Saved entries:
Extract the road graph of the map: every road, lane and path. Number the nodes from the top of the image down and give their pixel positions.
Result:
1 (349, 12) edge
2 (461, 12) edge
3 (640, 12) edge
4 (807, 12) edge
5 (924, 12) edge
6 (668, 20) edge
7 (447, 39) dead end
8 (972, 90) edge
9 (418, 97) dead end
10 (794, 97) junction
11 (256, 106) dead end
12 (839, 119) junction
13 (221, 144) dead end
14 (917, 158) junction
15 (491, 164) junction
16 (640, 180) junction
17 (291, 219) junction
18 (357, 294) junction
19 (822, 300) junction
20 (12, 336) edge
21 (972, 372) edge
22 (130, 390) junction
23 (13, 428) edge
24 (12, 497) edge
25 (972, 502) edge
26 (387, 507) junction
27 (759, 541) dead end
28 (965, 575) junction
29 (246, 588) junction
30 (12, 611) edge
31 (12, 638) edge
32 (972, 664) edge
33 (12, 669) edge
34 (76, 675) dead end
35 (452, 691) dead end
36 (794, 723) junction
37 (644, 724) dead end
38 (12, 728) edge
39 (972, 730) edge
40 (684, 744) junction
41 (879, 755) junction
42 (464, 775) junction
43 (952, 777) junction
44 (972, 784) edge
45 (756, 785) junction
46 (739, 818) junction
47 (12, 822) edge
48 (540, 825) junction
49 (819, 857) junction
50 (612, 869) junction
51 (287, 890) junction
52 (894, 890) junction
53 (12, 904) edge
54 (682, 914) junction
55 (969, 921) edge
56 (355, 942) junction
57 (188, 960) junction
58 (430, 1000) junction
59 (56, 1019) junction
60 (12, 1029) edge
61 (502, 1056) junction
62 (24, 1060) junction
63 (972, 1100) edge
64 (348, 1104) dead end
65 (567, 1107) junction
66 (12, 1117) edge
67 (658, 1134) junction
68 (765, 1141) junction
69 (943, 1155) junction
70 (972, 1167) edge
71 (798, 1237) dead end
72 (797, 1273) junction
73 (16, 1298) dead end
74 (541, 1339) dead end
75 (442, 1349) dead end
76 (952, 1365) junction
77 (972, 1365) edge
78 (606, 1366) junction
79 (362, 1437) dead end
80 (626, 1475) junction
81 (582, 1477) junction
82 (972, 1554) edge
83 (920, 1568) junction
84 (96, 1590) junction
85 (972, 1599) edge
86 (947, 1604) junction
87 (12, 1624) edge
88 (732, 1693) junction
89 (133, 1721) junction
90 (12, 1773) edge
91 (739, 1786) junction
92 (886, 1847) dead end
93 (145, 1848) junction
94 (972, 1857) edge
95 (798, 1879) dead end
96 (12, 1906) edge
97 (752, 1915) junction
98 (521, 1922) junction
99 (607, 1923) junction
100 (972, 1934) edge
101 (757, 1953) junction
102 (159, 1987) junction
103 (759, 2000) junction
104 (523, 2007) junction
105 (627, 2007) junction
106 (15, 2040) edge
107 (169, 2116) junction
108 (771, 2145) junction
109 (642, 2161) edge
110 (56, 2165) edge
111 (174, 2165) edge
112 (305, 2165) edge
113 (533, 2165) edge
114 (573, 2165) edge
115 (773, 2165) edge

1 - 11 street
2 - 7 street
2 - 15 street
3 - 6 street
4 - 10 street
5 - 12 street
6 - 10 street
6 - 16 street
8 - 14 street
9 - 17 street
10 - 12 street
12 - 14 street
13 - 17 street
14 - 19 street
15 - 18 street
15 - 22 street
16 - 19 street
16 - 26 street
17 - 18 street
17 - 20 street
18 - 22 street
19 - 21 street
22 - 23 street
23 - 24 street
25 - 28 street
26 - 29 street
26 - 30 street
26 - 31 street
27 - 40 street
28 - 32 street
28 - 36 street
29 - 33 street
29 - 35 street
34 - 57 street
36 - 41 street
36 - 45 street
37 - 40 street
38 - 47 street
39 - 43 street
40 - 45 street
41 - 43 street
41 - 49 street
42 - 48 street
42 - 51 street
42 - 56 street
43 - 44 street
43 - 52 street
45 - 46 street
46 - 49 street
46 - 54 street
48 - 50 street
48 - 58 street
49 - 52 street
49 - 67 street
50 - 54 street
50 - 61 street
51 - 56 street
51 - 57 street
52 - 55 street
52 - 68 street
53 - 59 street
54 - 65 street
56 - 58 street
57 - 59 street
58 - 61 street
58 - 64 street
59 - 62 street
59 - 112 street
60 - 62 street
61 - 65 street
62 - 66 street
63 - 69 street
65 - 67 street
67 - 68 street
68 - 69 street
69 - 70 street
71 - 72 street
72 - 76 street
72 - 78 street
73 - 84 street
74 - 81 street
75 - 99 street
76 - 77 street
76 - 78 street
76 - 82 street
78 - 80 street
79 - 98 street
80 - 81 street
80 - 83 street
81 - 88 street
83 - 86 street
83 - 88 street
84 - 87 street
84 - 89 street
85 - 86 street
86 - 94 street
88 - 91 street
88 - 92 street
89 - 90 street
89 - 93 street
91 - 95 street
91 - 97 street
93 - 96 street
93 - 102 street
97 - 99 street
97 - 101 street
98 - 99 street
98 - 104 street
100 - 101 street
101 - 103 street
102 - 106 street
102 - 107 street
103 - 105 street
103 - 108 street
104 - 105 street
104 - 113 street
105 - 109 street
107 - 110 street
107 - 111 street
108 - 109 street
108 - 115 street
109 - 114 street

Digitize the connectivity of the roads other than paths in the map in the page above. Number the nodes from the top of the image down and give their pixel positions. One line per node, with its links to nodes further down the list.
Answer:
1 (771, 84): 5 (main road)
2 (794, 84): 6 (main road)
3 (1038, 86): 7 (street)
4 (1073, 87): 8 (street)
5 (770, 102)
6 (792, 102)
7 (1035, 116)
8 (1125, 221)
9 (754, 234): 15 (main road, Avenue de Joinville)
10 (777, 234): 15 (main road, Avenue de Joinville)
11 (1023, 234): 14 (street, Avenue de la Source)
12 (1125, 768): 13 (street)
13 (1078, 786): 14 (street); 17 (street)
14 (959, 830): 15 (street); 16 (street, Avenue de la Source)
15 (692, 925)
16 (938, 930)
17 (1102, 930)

### EXERCISE PROMPT
The data must be given again in full, exactly as written.

### WRITTEN SOLUTION
Extract the road graph of the map: every road, lane and path. Number the nodes from the top of the image down and give their pixel positions.
Result:
1 (349, 12) edge
2 (461, 12) edge
3 (640, 12) edge
4 (807, 12) edge
5 (924, 12) edge
6 (668, 20) edge
7 (447, 39) dead end
8 (972, 90) edge
9 (418, 97) dead end
10 (794, 97) junction
11 (256, 106) dead end
12 (839, 119) junction
13 (221, 144) dead end
14 (917, 158) junction
15 (491, 164) junction
16 (640, 180) junction
17 (291, 219) junction
18 (357, 294) junction
19 (822, 300) junction
20 (12, 336) edge
21 (972, 372) edge
22 (130, 390) junction
23 (13, 428) edge
24 (12, 497) edge
25 (972, 502) edge
26 (387, 507) junction
27 (759, 541) dead end
28 (965, 575) junction
29 (246, 588) junction
30 (12, 611) edge
31 (12, 638) edge
32 (972, 664) edge
33 (12, 669) edge
34 (76, 675) dead end
35 (452, 691) dead end
36 (794, 723) junction
37 (644, 724) dead end
38 (12, 728) edge
39 (972, 730) edge
40 (684, 744) junction
41 (879, 755) junction
42 (464, 775) junction
43 (952, 777) junction
44 (972, 784) edge
45 (756, 785) junction
46 (739, 818) junction
47 (12, 822) edge
48 (540, 825) junction
49 (819, 857) junction
50 (612, 869) junction
51 (287, 890) junction
52 (894, 890) junction
53 (12, 904) edge
54 (682, 914) junction
55 (969, 921) edge
56 (355, 942) junction
57 (188, 960) junction
58 (430, 1000) junction
59 (56, 1019) junction
60 (12, 1029) edge
61 (502, 1056) junction
62 (24, 1060) junction
63 (972, 1100) edge
64 (348, 1104) dead end
65 (567, 1107) junction
66 (12, 1117) edge
67 (658, 1134) junction
68 (765, 1141) junction
69 (943, 1155) junction
70 (972, 1167) edge
71 (798, 1237) dead end
72 (797, 1273) junction
73 (16, 1298) dead end
74 (541, 1339) dead end
75 (442, 1349) dead end
76 (952, 1365) junction
77 (972, 1365) edge
78 (606, 1366) junction
79 (362, 1437) dead end
80 (626, 1475) junction
81 (582, 1477) junction
82 (972, 1554) edge
83 (920, 1568) junction
84 (96, 1590) junction
85 (972, 1599) edge
86 (947, 1604) junction
87 (12, 1624) edge
88 (732, 1693) junction
89 (133, 1721) junction
90 (12, 1773) edge
91 (739, 1786) junction
92 (886, 1847) dead end
93 (145, 1848) junction
94 (972, 1857) edge
95 (798, 1879) dead end
96 (12, 1906) edge
97 (752, 1915) junction
98 (521, 1922) junction
99 (607, 1923) junction
100 (972, 1934) edge
101 (757, 1953) junction
102 (159, 1987) junction
103 (759, 2000) junction
104 (523, 2007) junction
105 (627, 2007) junction
106 (15, 2040) edge
107 (169, 2116) junction
108 (771, 2145) junction
109 (642, 2161) edge
110 (56, 2165) edge
111 (174, 2165) edge
112 (305, 2165) edge
113 (533, 2165) edge
114 (573, 2165) edge
115 (773, 2165) edge

1 - 11 street
2 - 7 street
2 - 15 street
3 - 6 street
4 - 10 street
5 - 12 street
6 - 10 street
6 - 16 street
8 - 14 street
9 - 17 street
10 - 12 street
12 - 14 street
13 - 17 street
14 - 19 street
15 - 18 street
15 - 22 street
16 - 19 street
16 - 26 street
17 - 18 street
17 - 20 street
18 - 22 street
19 - 21 street
22 - 23 street
23 - 24 street
25 - 28 street
26 - 29 street
26 - 30 street
26 - 31 street
27 - 40 street
28 - 32 street
28 - 36 street
29 - 33 street
29 - 35 street
34 - 57 street
36 - 41 street
36 - 45 street
37 - 40 street
38 - 47 street
39 - 43 street
40 - 45 street
41 - 43 street
41 - 49 street
42 - 48 street
42 - 51 street
42 - 56 street
43 - 44 street
43 - 52 street
45 - 46 street
46 - 49 street
46 - 54 street
48 - 50 street
48 - 58 street
49 - 52 street
49 - 67 street
50 - 54 street
50 - 61 street
51 - 56 street
51 - 57 street
52 - 55 street
52 - 68 street
53 - 59 street
54 - 65 street
56 - 58 street
57 - 59 street
58 - 61 street
58 - 64 street
59 - 62 street
59 - 112 street
60 - 62 street
61 - 65 street
62 - 66 street
63 - 69 street
65 - 67 street
67 - 68 street
68 - 69 street
69 - 70 street
71 - 72 street
72 - 76 street
72 - 78 street
73 - 84 street
74 - 81 street
75 - 99 street
76 - 77 street
76 - 78 street
76 - 82 street
78 - 80 street
79 - 98 street
80 - 81 street
80 - 83 street
81 - 88 street
83 - 86 street
83 - 88 street
84 - 87 street
84 - 89 street
85 - 86 street
86 - 94 street
88 - 91 street
88 - 92 street
89 - 90 street
89 - 93 street
91 - 95 street
91 - 97 street
93 - 96 street
93 - 102 street
97 - 99 street
97 - 101 street
98 - 99 street
98 - 104 street
100 - 101 street
101 - 103 street
102 - 106 street
102 - 107 street
103 - 105 street
103 - 108 street
104 - 105 street
104 - 113 street
105 - 109 street
107 - 110 street
107 - 111 street
108 - 109 street
108 - 115 street
109 - 114 street

Digitize the connectivity of the roads other than paths in the map in the page above. Number the nodes from the top of the image down and give their pixel positions. One line per node, with its links to nodes further down the list.
Answer:
1 (771, 84): 5 (main road)
2 (794, 84): 6 (main road)
3 (1038, 86): 7 (street)
4 (1073, 87): 8 (street)
5 (770, 102)
6 (792, 102)
7 (1035, 116)
8 (1125, 221)
9 (754, 234): 15 (main road, Avenue de Joinville)
10 (777, 234): 15 (main road, Avenue de Joinville)
11 (1023, 234): 14 (street, Avenue de la Source)
12 (1125, 768): 13 (street)
13 (1078, 786): 14 (street); 17 (street)
14 (959, 830): 15 (street); 16 (street, Avenue de la Source)
15 (692, 925)
16 (938, 930)
17 (1102, 930)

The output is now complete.